We’re excited to announce that our support ticketing system will change as of April 1, 2020! This means easier request submissions, streamlined processes, and increased heights in our quest to bring you exceptional experiences.
Streamlining your support requests is easy – especially if you adopt a few new habits. By including as much information as possible in your ticket, our consultants will know how to best tackle your issue. Want to know more about what information is best? Consider a few of these questions that first pop into a consultant’s mind when you log a support request.
- Is this a “How To” question?
- Is this a question regarding new features or functionality?
- Is this an “It’s Broken” question?
“How To” Questions
The key to getting the best answer for “How To”

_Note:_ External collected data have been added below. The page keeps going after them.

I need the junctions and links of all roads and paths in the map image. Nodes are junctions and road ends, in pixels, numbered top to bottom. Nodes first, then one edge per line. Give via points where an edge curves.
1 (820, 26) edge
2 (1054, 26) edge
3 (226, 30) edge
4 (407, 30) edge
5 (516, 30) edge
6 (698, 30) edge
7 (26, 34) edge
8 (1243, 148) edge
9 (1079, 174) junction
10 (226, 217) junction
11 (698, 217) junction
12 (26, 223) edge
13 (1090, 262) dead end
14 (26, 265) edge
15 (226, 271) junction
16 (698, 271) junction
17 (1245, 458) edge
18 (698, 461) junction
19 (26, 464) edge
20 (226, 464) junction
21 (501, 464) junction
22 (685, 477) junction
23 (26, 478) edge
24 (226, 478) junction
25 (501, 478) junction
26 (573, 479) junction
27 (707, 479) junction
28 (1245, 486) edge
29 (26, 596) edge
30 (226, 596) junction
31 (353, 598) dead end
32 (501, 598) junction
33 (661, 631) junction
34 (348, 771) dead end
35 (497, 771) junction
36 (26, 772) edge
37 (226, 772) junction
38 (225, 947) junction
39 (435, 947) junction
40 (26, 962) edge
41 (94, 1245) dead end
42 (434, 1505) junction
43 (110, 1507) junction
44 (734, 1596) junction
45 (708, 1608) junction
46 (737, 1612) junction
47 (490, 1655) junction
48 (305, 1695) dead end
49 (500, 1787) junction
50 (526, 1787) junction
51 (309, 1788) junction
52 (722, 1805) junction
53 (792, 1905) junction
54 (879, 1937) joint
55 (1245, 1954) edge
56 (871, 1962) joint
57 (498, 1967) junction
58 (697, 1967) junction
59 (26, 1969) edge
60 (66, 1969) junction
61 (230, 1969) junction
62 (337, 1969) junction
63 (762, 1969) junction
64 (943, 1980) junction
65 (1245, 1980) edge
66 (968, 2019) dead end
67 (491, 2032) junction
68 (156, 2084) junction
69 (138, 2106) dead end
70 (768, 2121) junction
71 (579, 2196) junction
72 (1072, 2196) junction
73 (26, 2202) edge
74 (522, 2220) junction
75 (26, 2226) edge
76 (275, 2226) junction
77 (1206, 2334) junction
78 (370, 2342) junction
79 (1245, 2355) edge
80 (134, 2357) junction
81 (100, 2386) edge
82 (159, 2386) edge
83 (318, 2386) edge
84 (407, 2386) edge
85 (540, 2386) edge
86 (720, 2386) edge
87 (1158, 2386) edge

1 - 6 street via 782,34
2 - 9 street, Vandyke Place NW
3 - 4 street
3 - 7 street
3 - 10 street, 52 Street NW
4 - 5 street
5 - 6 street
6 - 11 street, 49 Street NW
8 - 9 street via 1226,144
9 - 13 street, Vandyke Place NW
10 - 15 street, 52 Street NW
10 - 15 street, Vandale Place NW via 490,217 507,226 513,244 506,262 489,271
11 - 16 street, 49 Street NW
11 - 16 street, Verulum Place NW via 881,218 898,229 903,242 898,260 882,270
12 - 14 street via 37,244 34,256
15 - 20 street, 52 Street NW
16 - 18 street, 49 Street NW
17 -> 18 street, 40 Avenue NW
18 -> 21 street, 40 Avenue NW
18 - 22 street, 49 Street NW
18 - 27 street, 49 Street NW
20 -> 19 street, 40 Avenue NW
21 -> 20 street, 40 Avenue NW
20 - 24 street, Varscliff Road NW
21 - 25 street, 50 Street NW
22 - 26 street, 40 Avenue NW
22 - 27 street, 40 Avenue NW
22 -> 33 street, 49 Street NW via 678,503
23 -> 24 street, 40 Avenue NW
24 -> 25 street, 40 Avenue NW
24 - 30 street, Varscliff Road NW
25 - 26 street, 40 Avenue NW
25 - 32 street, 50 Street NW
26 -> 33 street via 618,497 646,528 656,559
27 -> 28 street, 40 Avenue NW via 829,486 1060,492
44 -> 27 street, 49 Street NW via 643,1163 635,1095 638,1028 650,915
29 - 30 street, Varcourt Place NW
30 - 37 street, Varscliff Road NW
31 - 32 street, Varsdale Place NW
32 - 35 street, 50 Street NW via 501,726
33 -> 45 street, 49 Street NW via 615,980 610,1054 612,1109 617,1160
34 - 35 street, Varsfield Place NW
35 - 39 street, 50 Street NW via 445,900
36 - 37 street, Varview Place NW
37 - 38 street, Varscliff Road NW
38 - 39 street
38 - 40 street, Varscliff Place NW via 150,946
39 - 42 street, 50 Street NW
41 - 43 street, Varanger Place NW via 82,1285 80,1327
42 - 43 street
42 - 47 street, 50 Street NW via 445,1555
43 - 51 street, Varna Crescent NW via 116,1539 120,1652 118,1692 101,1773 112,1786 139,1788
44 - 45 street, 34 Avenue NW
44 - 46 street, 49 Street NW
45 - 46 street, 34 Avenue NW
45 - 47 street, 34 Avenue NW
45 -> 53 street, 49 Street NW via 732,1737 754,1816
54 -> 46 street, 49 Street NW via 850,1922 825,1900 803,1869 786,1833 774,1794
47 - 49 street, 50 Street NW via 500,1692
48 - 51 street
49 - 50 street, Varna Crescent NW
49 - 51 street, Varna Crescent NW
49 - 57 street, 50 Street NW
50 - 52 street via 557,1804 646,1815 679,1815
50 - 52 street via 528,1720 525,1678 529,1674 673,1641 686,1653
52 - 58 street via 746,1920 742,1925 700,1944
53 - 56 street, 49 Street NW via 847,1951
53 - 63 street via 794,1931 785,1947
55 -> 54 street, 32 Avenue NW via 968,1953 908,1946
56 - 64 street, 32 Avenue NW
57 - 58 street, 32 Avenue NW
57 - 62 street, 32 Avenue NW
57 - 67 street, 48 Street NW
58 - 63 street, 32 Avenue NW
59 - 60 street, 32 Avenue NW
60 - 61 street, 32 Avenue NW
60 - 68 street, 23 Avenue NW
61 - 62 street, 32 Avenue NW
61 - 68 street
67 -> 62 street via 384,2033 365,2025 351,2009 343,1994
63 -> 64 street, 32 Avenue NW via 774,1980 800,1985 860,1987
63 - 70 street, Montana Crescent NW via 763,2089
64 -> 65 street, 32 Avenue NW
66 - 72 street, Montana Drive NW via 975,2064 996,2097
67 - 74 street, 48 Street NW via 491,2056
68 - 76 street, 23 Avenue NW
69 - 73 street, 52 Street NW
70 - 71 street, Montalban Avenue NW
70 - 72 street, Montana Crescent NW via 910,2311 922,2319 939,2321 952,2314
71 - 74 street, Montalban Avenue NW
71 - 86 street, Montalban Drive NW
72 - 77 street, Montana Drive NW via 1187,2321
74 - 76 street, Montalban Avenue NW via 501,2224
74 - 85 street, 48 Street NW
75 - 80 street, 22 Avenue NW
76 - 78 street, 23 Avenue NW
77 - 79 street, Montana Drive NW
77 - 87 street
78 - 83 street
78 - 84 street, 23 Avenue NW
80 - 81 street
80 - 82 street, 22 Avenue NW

questions is to describe your end goal in detail. Wanting to print a report of journal entries is totally different than wanting a report for the auditors that shows who entered/posted all the journal entries for a given time frame.
Like “How To”
questions, the key for “New Features”
is to give all the details as well as giving the end goal. An example of this would be a request for information on document imaging versus a need for workflow management with off-site approvals.
“It’s Broken” Questions
questions are the fun questions for consultants, because we get to be detectives. What did happen, what didn’t happen, what information do we have to support what seemed to have happened, etc. We get to look inside the software and sometimes dig into the back-end database too. This type question is actually the place where a few new habits can be the most beneficial. Offer all of the details you can about your problem by considering a couple of these questions and including the answers in your support ticket.
- Does the problem happen in all companies?
- Does the problem happen for all users?
- If the problem is user specific, does it happen for that user on multiple workstations?
- Does the problem happen every time or sporadically?
- Has anything been installed/removed/changed on the problem workstation?
In addition, knowing as many precursor details as possible can be key:
- Was there an actual error or did something just not work (or not work as expected)?
- If there was an error, what processes were being performed when the error was received?
- What was the exact error? PRINT SCREENS ARE EXTREMELY HELPFUL HERE
- A standard Windows install includes the “Snipping Tool” program. Pin this to the task bar to capture errors and windows.
- The hardest error to troubleshoot is the one that wasn’t written down. Just be aware that if specific error information isn’t available and the error can’t be recreated, then the troubleshooting process is starting from ground zero.
This is just a starting list of questions, but you get the idea. Providing more information is always the best way to get the fastest and most accurate support!
Of course, this process isn’t new, but with the new support ticketing process, it offers the exciting ability to start a request in the best possible way! By going through the questions listed above whenever you need support, including as much information as you can in the support request, and adding any captured error messages – we can get to work solving even your toughest concerns – faster!